Examples of such drugs are actinomycin D and cyclohexamide,
respectively.
[0040] The fractionation can be completed to create polysomal
subdivisions. The subdivisions can be made to discriminate between
total polyribosomes or membrane bound ribosomes by methods known in
the art Mechler, 1987). Further, the mRNA sample can additionally
be fractionated into one or more of at least the following
subsegments or fractions: cytoplasmatic, to nuclear, polyribosomal,
sub polyribosomal, microsomal or rough endoplasmic reticulum,
mitochondrial and splicesome associated mRNA by methods known in
the art (see also Table 1).
[0041] More specifically, nuclear fractions can be obtained using
the method set forth in the article entitled Abundant Nuclear
Ribonucleoprotein Form of CAD RNA (Sperlang, 1984) as set forth in
the Experimental section, thus allowing nuclear RNA to be utilized
for a method of identifying genes which are regulated or responsive
to stress conditions. Further, antisense RNA can be utilized as a
method for identifying genes which are responsive to specific
pathology or stress conditions. Antisense RNA can be isolated using
the methods described by Dimitrijevic, whose abstract details the
methods utilized for obtaining and isolating antisense RNA from a
sample. Additionally, microsomal fractions may be obtained using
the methods of the present invention as set forth in the
Experimental Section which are modifications of the methods
disclosed by Walter and Blobel in 1983.
[0042] Following isolation and division of the total mRNA
population into separate expression regulation and protein
localization pools of mRNA, the relative abundance of the many mRNA
species found in these pools are simultaneously compared using a
differential analysis technique such as differential display,
oligonucleotide chips, representational difference analysis (RDA)

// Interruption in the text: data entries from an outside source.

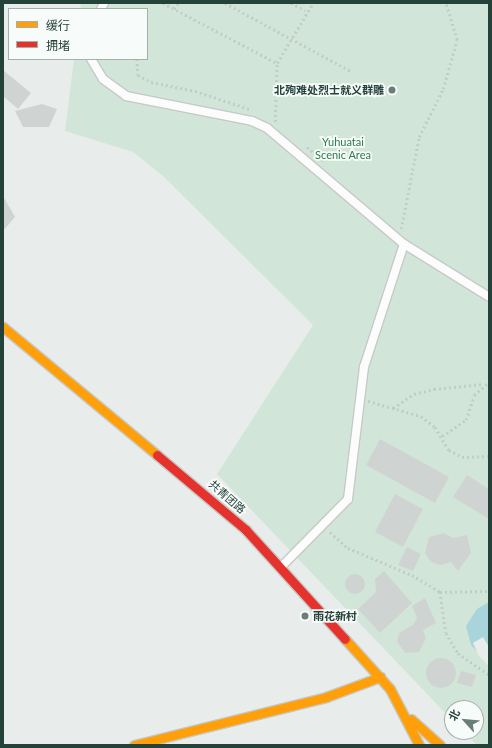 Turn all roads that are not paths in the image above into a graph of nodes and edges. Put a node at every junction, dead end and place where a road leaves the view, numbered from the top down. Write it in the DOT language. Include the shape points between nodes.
graph roads {
  1 [pos="92,60"];
  2 [pos="401,241"];
  3 [pos="489,297"];
  4 [pos="3,327"];
  5 [pos="282,566"];
  6 [pos="380,677"];
  7 [pos="406,715"];
  8 [pos="134,745"];
  9 [pos="420,745"];
  10 [pos="440,745"];
  1 -- 2 [label="lane" via="102,79 126,96 252,121 277,135"];
  2 -- 3 [label="lane"];
  2 -- 5 [label="lane" via="364,367 348,499"];
  4 -- 5 [label="street, 共青团路" via="193,483"];
  5 -- 6 [label="street, 共青团路"];
  6 -- 7 [label="street, 共青团路"];
  6 -- 8 [label="street" via="326,697"];
  7 -- 9 [label="street, 共青团路"];
  7 -- 10 [label="street, 共青团路"];
} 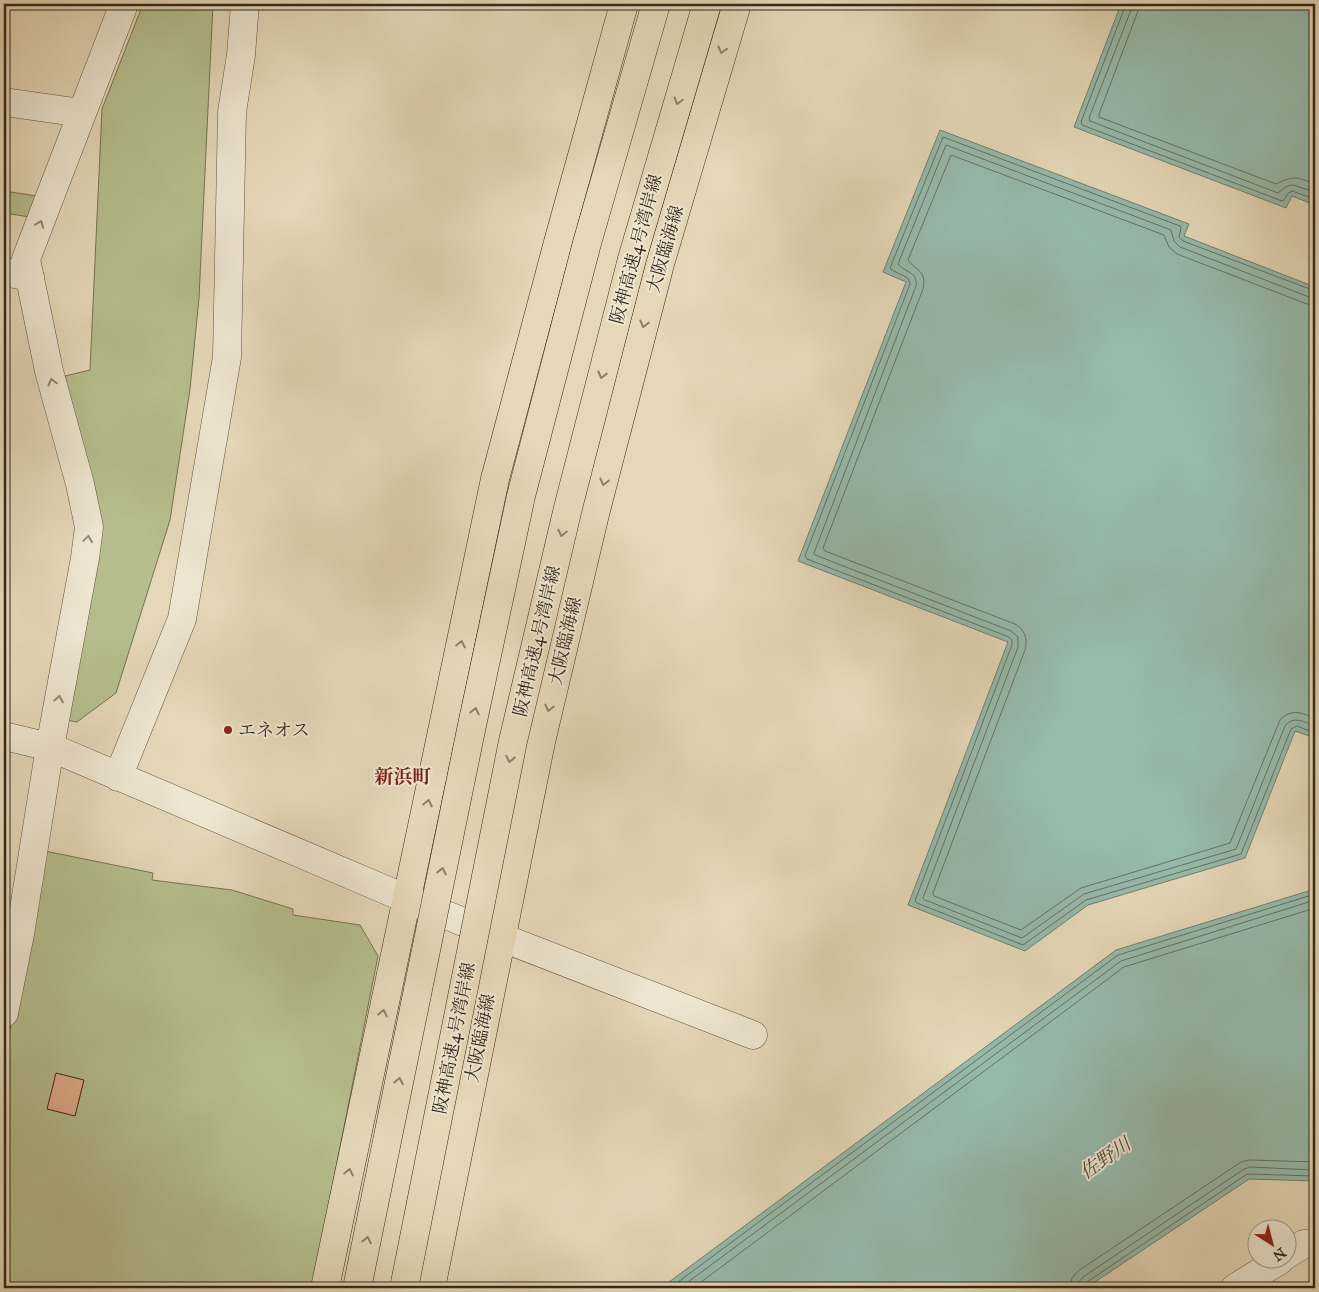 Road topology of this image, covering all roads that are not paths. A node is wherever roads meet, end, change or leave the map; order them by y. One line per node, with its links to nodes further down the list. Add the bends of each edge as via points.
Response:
1 (124, 4): 8 (street)
2 (245, 4): 12 (street, via 232,112 227,357 182,619)
3 (624, 4): 13 (main road, one-way to 3, via 495,479)
4 (656, 4): 22 (main road, one-way to 4, bridge, via 521,496 587,243)
5 (707, 4): 23 (main road, 阪神高速4号湾岸線, one-way to 23, bridge, via 632,258 513,741)
6 (736, 4): 15 (main road, 大阪臨海線, one-way to 15, via 660,264 598,504 541,742)
7 (4, 102): 8 (street)
8 (82, 112): 9 (street, one-way to 8, via 26,259)
9 (17, 274): 11 (street, one-way to 9, via 89,527 49,371)
10 (4, 736): 11 (street)
11 (50, 747): 12 (street); 14 (street)
12 (118, 777): 13 (street)
13 (407, 899): 15 (street); 21 (main road, one-way to 13)
14 (12, 932): 16 (street)
15 (500, 937): 17 (street); 24 (main road, 大阪臨海線)
16 (4, 1013)
17 (753, 1035)
18 (1315, 1245): 19 (street, via 1304,1244)
19 (1296, 1249)
20 (1264, 1270): 25 (street)
21 (325, 1288)
22 (357, 1288)
23 (404, 1288)
24 (431, 1288)
25 (1236, 1288) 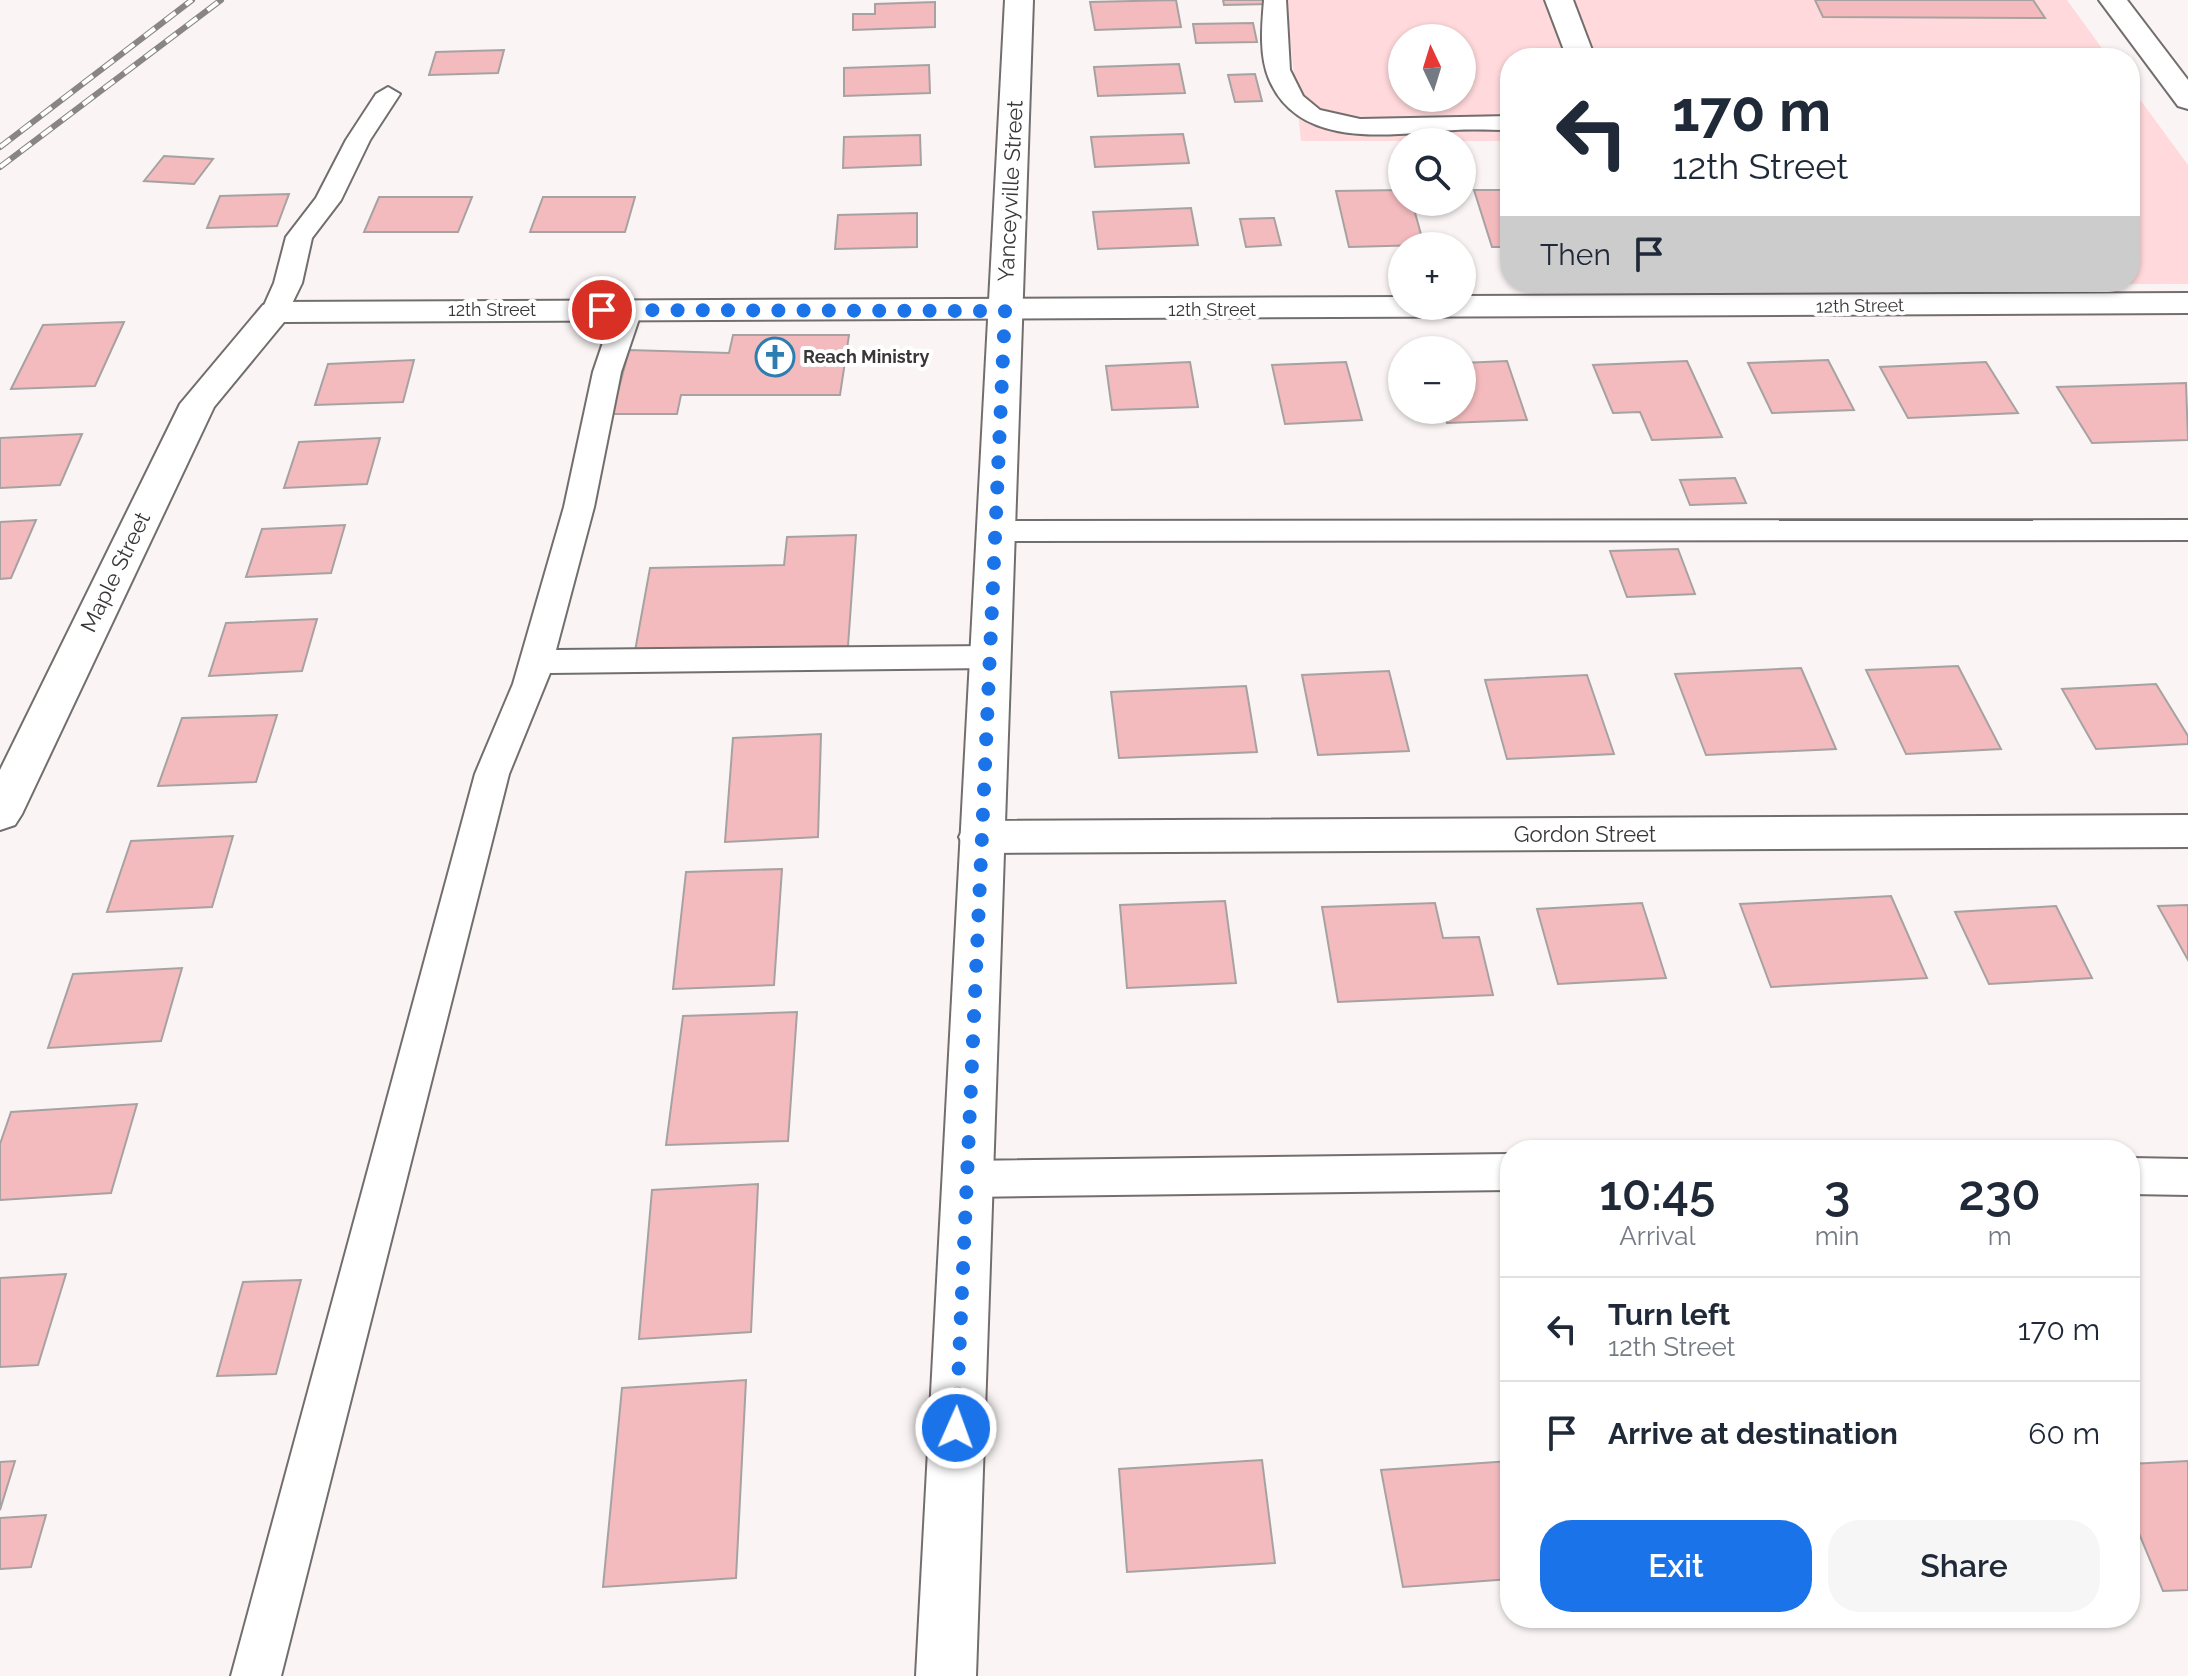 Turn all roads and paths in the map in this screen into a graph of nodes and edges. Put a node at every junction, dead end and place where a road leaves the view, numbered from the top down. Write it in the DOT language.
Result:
graph roads {
  1 [pos="1019,0"];
  2 [pos="1275,0"];
  3 [pos="1559,0"];
  4 [pos="2113,0"];
  5 [pos="1577,48"];
  6 [pos="388,94"];
  7 [pos="2188,100"];
  8 [pos="1500,123"];
  9 [pos="1670,295"];
  10 [pos="2188,303"];
  11 [pos="628,310"];
  12 [pos="1005,311"];
  13 [pos="275,312"];
  14 [pos="2188,530"];
  15 [pos="995,531"];
  16 [pos="990,657"];
  17 [pos="536,662"];
  18 [pos="0,814"];
  19 [pos="2188,831"];
  20 [pos="981,837"];
  21 [pos="1500,1172"];
  22 [pos="2140,1176"];
  23 [pos="2188,1177"];
  24 [pos="967,1179"];
  25 [pos="256,1676"];
  26 [pos="946,1676"];
  1 -- 12 [label="street, Yanceyville Street"];
  2 -- 8 [label="lane"];
  3 -- 5 [label="street"];
  4 -- 7 [label="street"];
  6 -- 13 [label="lane"];
  9 -- 10 [label="street, 12th Street"];
  9 -- 12 [label="street, 12th Street"];
  11 -- 12 [label="street, 12th Street"];
  11 -- 13 [label="street, 12th Street"];
  11 -- 17 [label="lane"];
  12 -- 15 [label="street, Yanceyville Street"];
  13 -- 18 [label="street, Maple Street"];
  14 -- 15 [label="lane"];
  15 -- 16 [label="street, Yanceyville Street"];
  16 -- 17 [label="lane"];
  16 -- 20 [label="street, Yanceyville Street"];
  17 -- 25 [label="lane"];
  19 -- 20 [label="street, Gordon Street"];
  20 -- 24 [label="street, Yanceyville Street"];
  21 -- 24 [label="lane"];
  22 -- 23 [label="lane"];
  24 -- 26 [label="street, Yanceyville Street"];
}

GEM-Gene Expression Microarays (Schena et al., 1995, Aiello et al.,
1994, Shen et al., 1995, Bauer et al., 1993, Liang and Pardee,
1992, Liang and Pardee, 1995, Liang et al., 1993, Braun et al.,
1995, Hubank and Schatz, 1994) and suppressive subtraction
hybridization (SSH). The RNA isolated from the fractions can be
further purified into mRNA without the ribosomal RNA by poly A
selection. It should be noted that multiple pools can be analyzed
utilizing this method. That is, different cell aliquots subjected
to different stressors can be compared with each other as well as
with the reference sample.
[0043] Labeled nucleic acid probes (in a cDNA ,PCR product or rRNA
transcribed from the cDNA) made from RNA derived from polysomal,
non-polysomal, mRNPs, nuclear, cytoplasmic, or spliceosome
fractions can be used as probes, to identify clones of cDNA,
genomic clones, and mRNA species that are fixed onto a solid
matrix-like microarrays such as (GEM), that shown in U.S. Pat. No.
5,545,531 to Rava et al. and WO96/17957 to Hyseq, Inc., and
membranes of any kind where clones can be either blotted after
electrophoresis or directly loaded (dot blot) onto the membrane.
The label can be radioactive, fluorescent, or incorporating a
modified base such as digoxigenin and biotin.
[0044] Comparison between the fractions derived from the polysomal
or polyribosomal fraction or other fractions to the total
unfractionated material is essential to discriminate between
differentials in expression levels that are the result of
transcription modulation from those that result from modulation of
translation per se. The polysomal fractions or groups can include
membrane bound polysomes, loose or tight polysomes, or free unbound
polysome groups.
[0045] The importance of utilizing the polysomal sub-population in
order to identify differentially (translationally) expressed genes
is shown in Example 1 where a number of genes were not detected as
translationally expressed under heat shock inducement when total
mRNA was used as the detection probe but, however, when polysomal
mRNA was used as a probe, a number of genes were identified as
differentially expressed. As shown in Example 1, a number of genes
under heat shock inducement with total mRNA derived probe were
detected when probed with polysomal mRNA fractions. Heat shock,
being a model for acute diseases such as ischemic diseases, reveal
the importance of the polysomal probe. Cells store critical mRNAs
in an inactive form so that in an acute situation they can be
quickly loaded onto polysomes (without the need to wait for their
production by transcription) and translated to produce the proteins
the cells require for their survival under stress.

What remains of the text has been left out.